[Source records]
________________

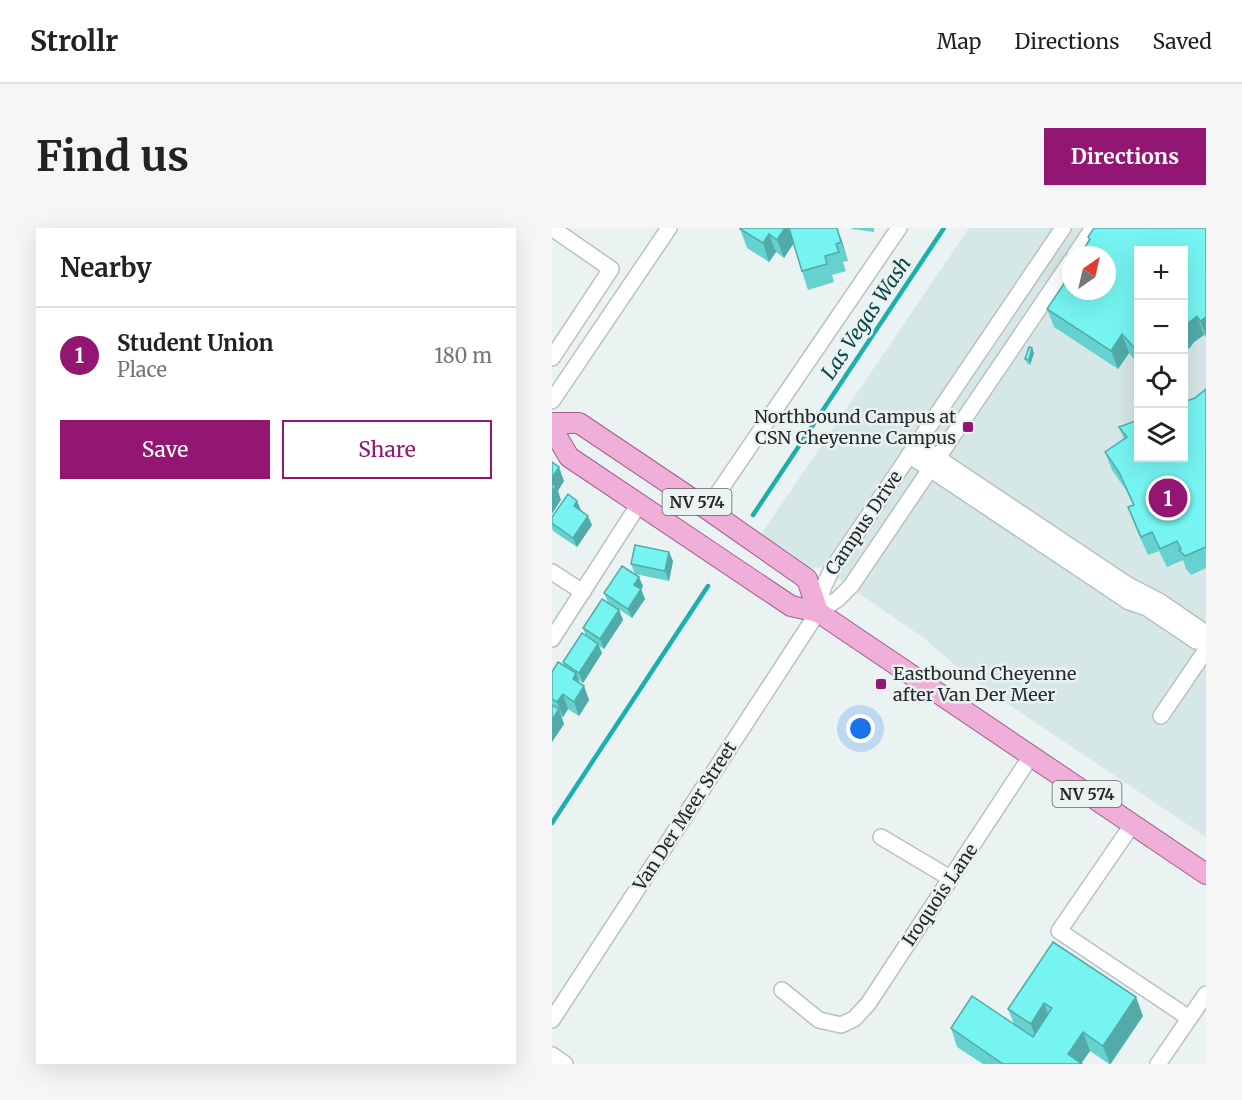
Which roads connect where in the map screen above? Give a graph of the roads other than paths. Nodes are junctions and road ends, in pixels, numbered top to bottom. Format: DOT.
graph roads {
  1 [pos="552,228"];
  2 [pos="669,228"];
  3 [pos="899,228"];
  4 [pos="1063,228"];
  5 [pos="1093,228"];
  6 [pos="1081,246"];
  7 [pos="1037,266"];
  8 [pos="1062,274"];
  9 [pos="1058,280"];
  10 [pos="552,358"];
  11 [pos="552,401"];
  12 [pos="552,423"];
  13 [pos="552,428"];
  14 [pos="913,449"];
  15 [pos="934,463"];
  16 [pos="639,504"];
  17 [pos="707,509"];
  18 [pos="552,572"];
  19 [pos="583,592"];
  20 [pos="818,612"];
  21 [pos="1206,633"];
  22 [pos="552,639"];
  23 [pos="1206,643"];
  24 [pos="1206,650"];
  25 [pos="1161,716"];
  26 [pos="1031,756"];
  27 [pos="1132,825"];
  28 [pos="881,837"];
  29 [pos="1206,874"];
  30 [pos="950,878"];
  31 [pos="782,990"];
  32 [pos="1206,994"];
  33 [pos="1189,1018"];
  34 [pos="552,1020"];
  35 [pos="552,1055"];
  36 [pos="565,1064"];
  37 [pos="1158,1064"];
  1 -- 10 [label="street"];
  2 -- 11 [label="street"];
  3 -- 17 [label="street"];
  4 -- 7 [label="street, Campus Drive"];
  5 -- 6 [label="street"];
  7 -- 9 [label="street"];
  7 -- 14 [label="street, Campus Drive"];
  8 -- 9 [label="street, Campus Drive"];
  9 -- 15 [label="street, Campus Drive"];
  12 -- 17 [label="main road, NV 574"];
  13 -- 16 [label="main road, NV 574"];
  14 -- 15 [label="street"];
  14 -- 20 [label="street, Campus Drive"];
  15 -- 20 [label="street, Campus Drive"];
  15 -- 21 [label="street"];
  15 -- 23 [label="street"];
  16 -- 19 [label="street"];
  16 -- 20 [label="main road, NV 574"];
  17 -- 20 [label="main road, NV 574"];
  18 -- 19 [label="street"];
  19 -- 22 [label="street"];
  20 -- 26 [label="main road, NV 574"];
  20 -- 34 [label="street, Van Der Meer Street"];
  24 -- 25 [label="street"];
  26 -- 27 [label="main road, NV 574"];
  26 -- 30 [label="street, Iroquois Lane"];
  27 -- 29 [label="main road, NV 574"];
  27 -- 33 [label="street"];
  28 -- 30 [label="street"];
  30 -- 31 [label="street, Iroquois Lane"];
  32 -- 33 [label="street"];
  33 -- 37 [label="street"];
  35 -- 36 [label="street"];
}
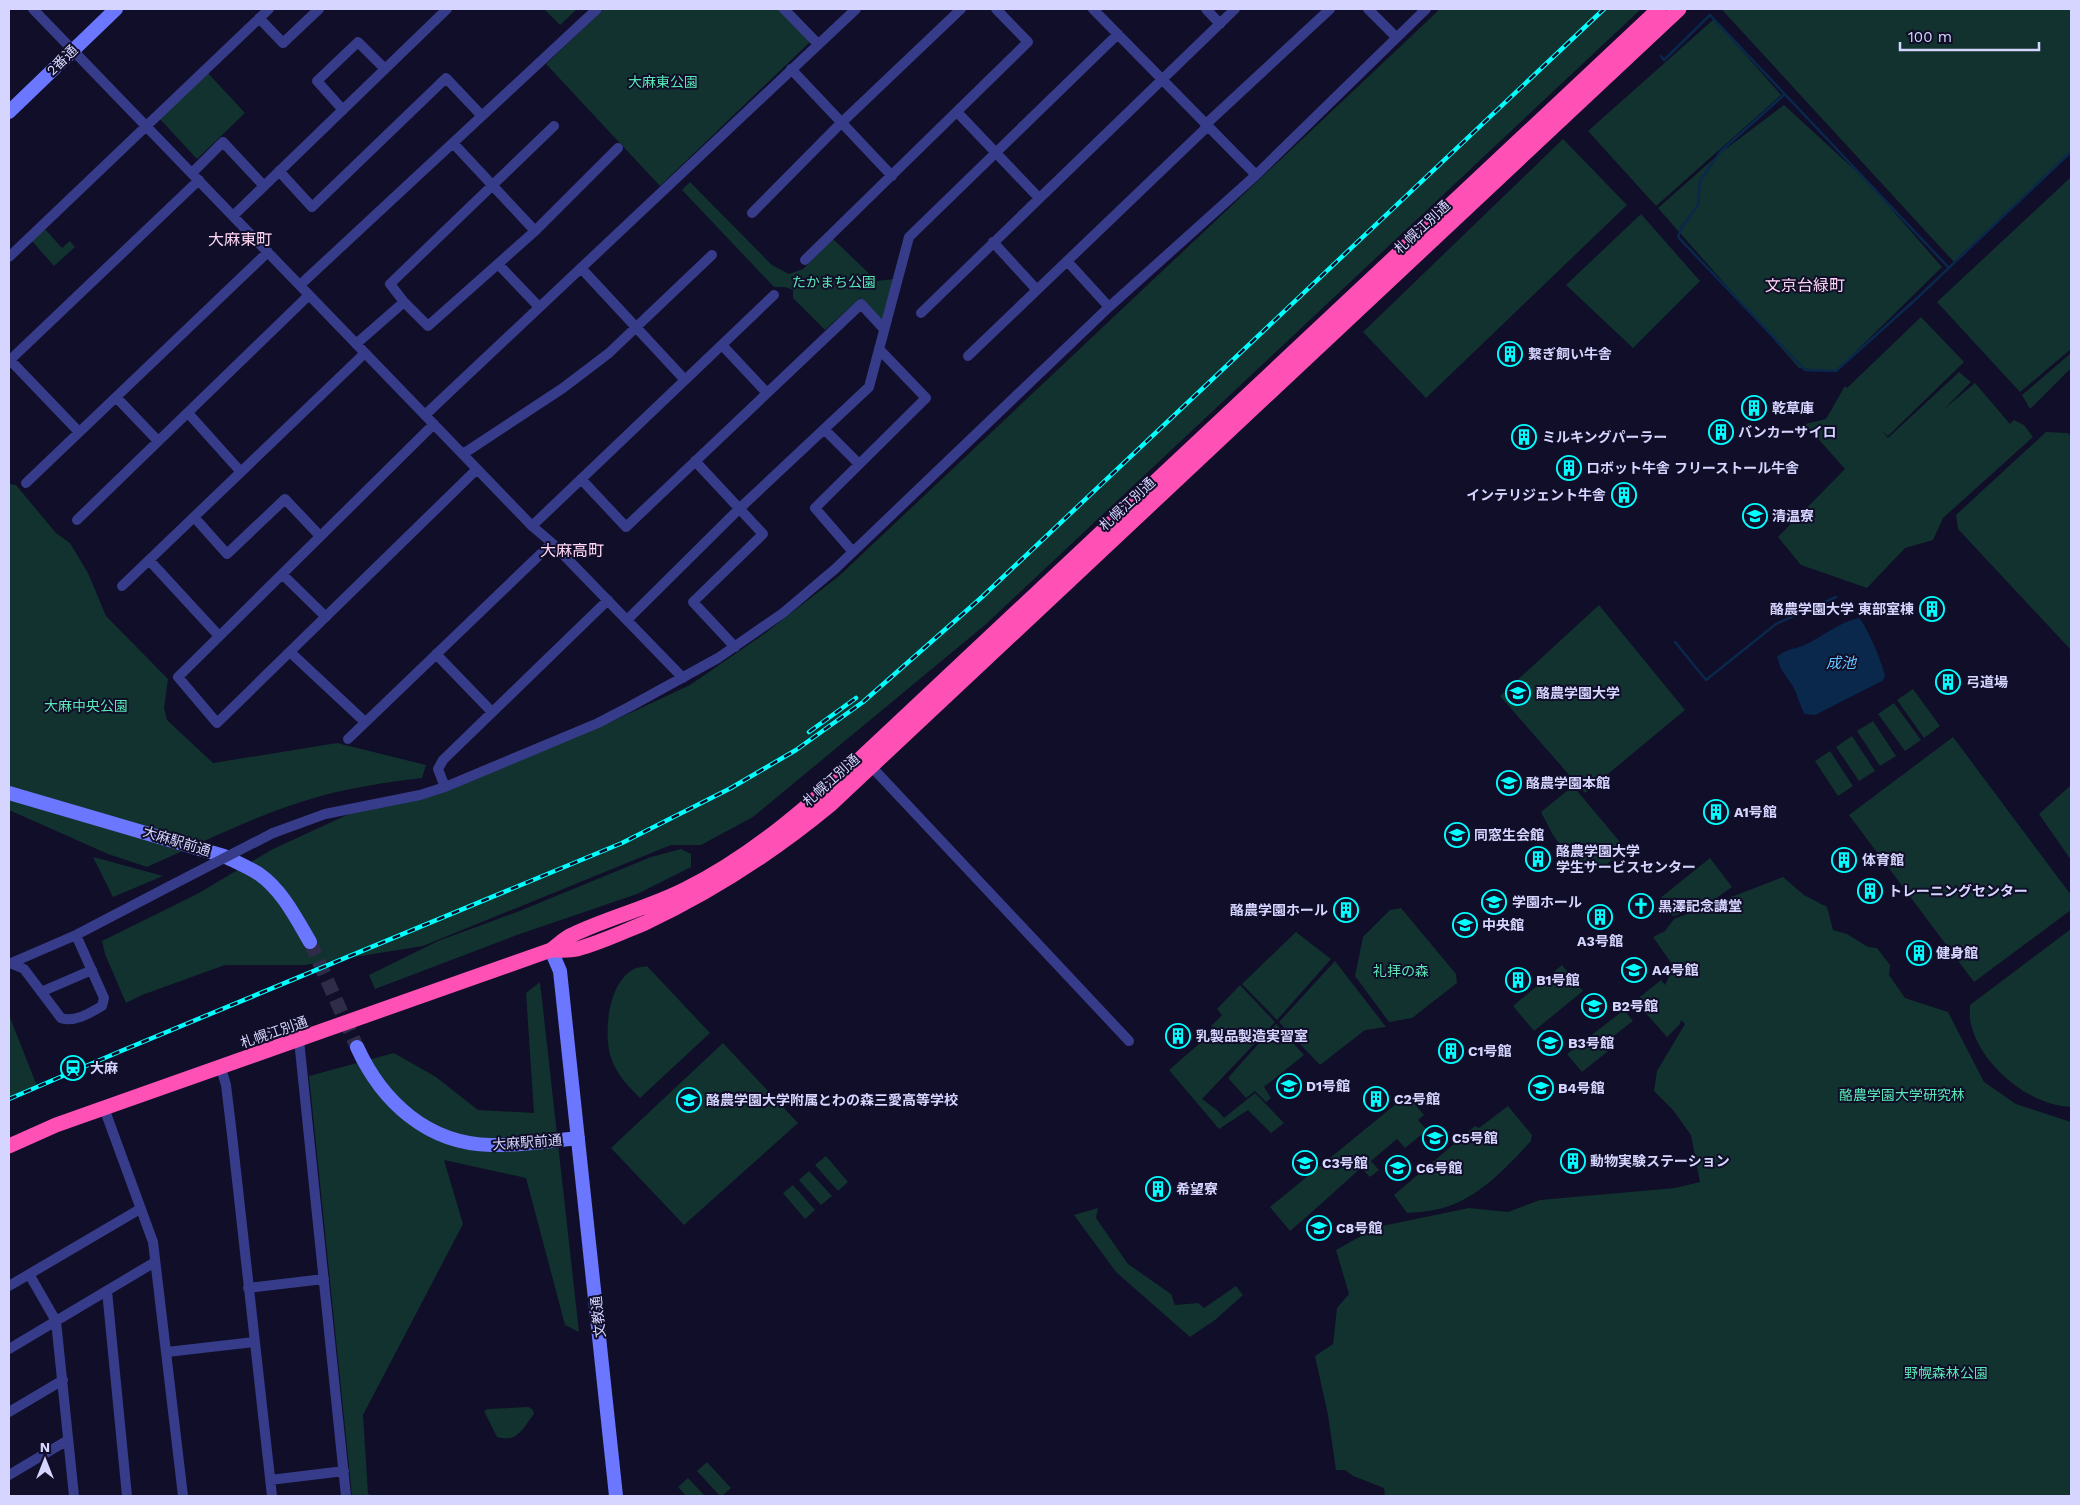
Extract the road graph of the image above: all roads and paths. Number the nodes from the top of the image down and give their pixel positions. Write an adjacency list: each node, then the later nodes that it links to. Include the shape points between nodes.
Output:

________________

* [Description of the task]
Transcribe each line above verbatim, with the pictures left out.

* [Written response]
Which roads connect where in the map screen above? Give a graph of the roads other than paths. Nodes are junctions and road ends, in pixels, numbered top to bottom. Format: DOT.
graph roads {
  1 [pos="552,228"];
  2 [pos="669,228"];
  3 [pos="899,228"];
  4 [pos="1063,228"];
  5 [pos="1093,228"];
  6 [pos="1081,246"];
  7 [pos="1037,266"];
  8 [pos="1062,274"];
  9 [pos="1058,280"];
  10 [pos="552,358"];
  11 [pos="552,401"];
  12 [pos="552,423"];
  13 [pos="552,428"];
  14 [pos="913,449"];
  15 [pos="934,463"];
  16 [pos="639,504"];
  17 [pos="707,509"];
  18 [pos="552,572"];
  19 [pos="583,592"];
  20 [pos="818,612"];
  21 [pos="1206,633"];
  22 [pos="552,639"];
  23 [pos="1206,643"];
  24 [pos="1206,650"];
  25 [pos="1161,716"];
  26 [pos="1031,756"];
  27 [pos="1132,825"];
  28 [pos="881,837"];
  29 [pos="1206,874"];
  30 [pos="950,878"];
  31 [pos="782,990"];
  32 [pos="1206,994"];
  33 [pos="1189,1018"];
  34 [pos="552,1020"];
  35 [pos="552,1055"];
  36 [pos="565,1064"];
  37 [pos="1158,1064"];
  1 -- 10 [label="street"];
  2 -- 11 [label="street"];
  3 -- 17 [label="street"];
  4 -- 7 [label="street, Campus Drive"];
  5 -- 6 [label="street"];
  7 -- 9 [label="street"];
  7 -- 14 [label="street, Campus Drive"];
  8 -- 9 [label="street, Campus Drive"];
  9 -- 15 [label="street, Campus Drive"];
  12 -- 17 [label="main road, NV 574"];
  13 -- 16 [label="main road, NV 574"];
  14 -- 15 [label="street"];
  14 -- 20 [label="street, Campus Drive"];
  15 -- 20 [label="street, Campus Drive"];
  15 -- 21 [label="street"];
  15 -- 23 [label="street"];
  16 -- 19 [label="street"];
  16 -- 20 [label="main road, NV 574"];
  17 -- 20 [label="main road, NV 574"];
  18 -- 19 [label="street"];
  19 -- 22 [label="street"];
  20 -- 26 [label="main road, NV 574"];
  20 -- 34 [label="street, Van Der Meer Street"];
  24 -- 25 [label="street"];
  26 -- 27 [label="main road, NV 574"];
  26 -- 30 [label="street, Iroquois Lane"];
  27 -- 29 [label="main road, NV 574"];
  27 -- 33 [label="street"];
  28 -- 30 [label="street"];
  30 -- 31 [label="street, Iroquois Lane"];
  32 -- 33 [label="street"];
  33 -- 37 [label="street"];
  35 -- 36 [label="street"];
}
Extract the road graph of the image above: all roads and paths. Number the nodes from the top of the image down and give their pixel positions. Write an adjacency list: each node, then the later nodes that it links to. Include the shape points between nodes.
Output:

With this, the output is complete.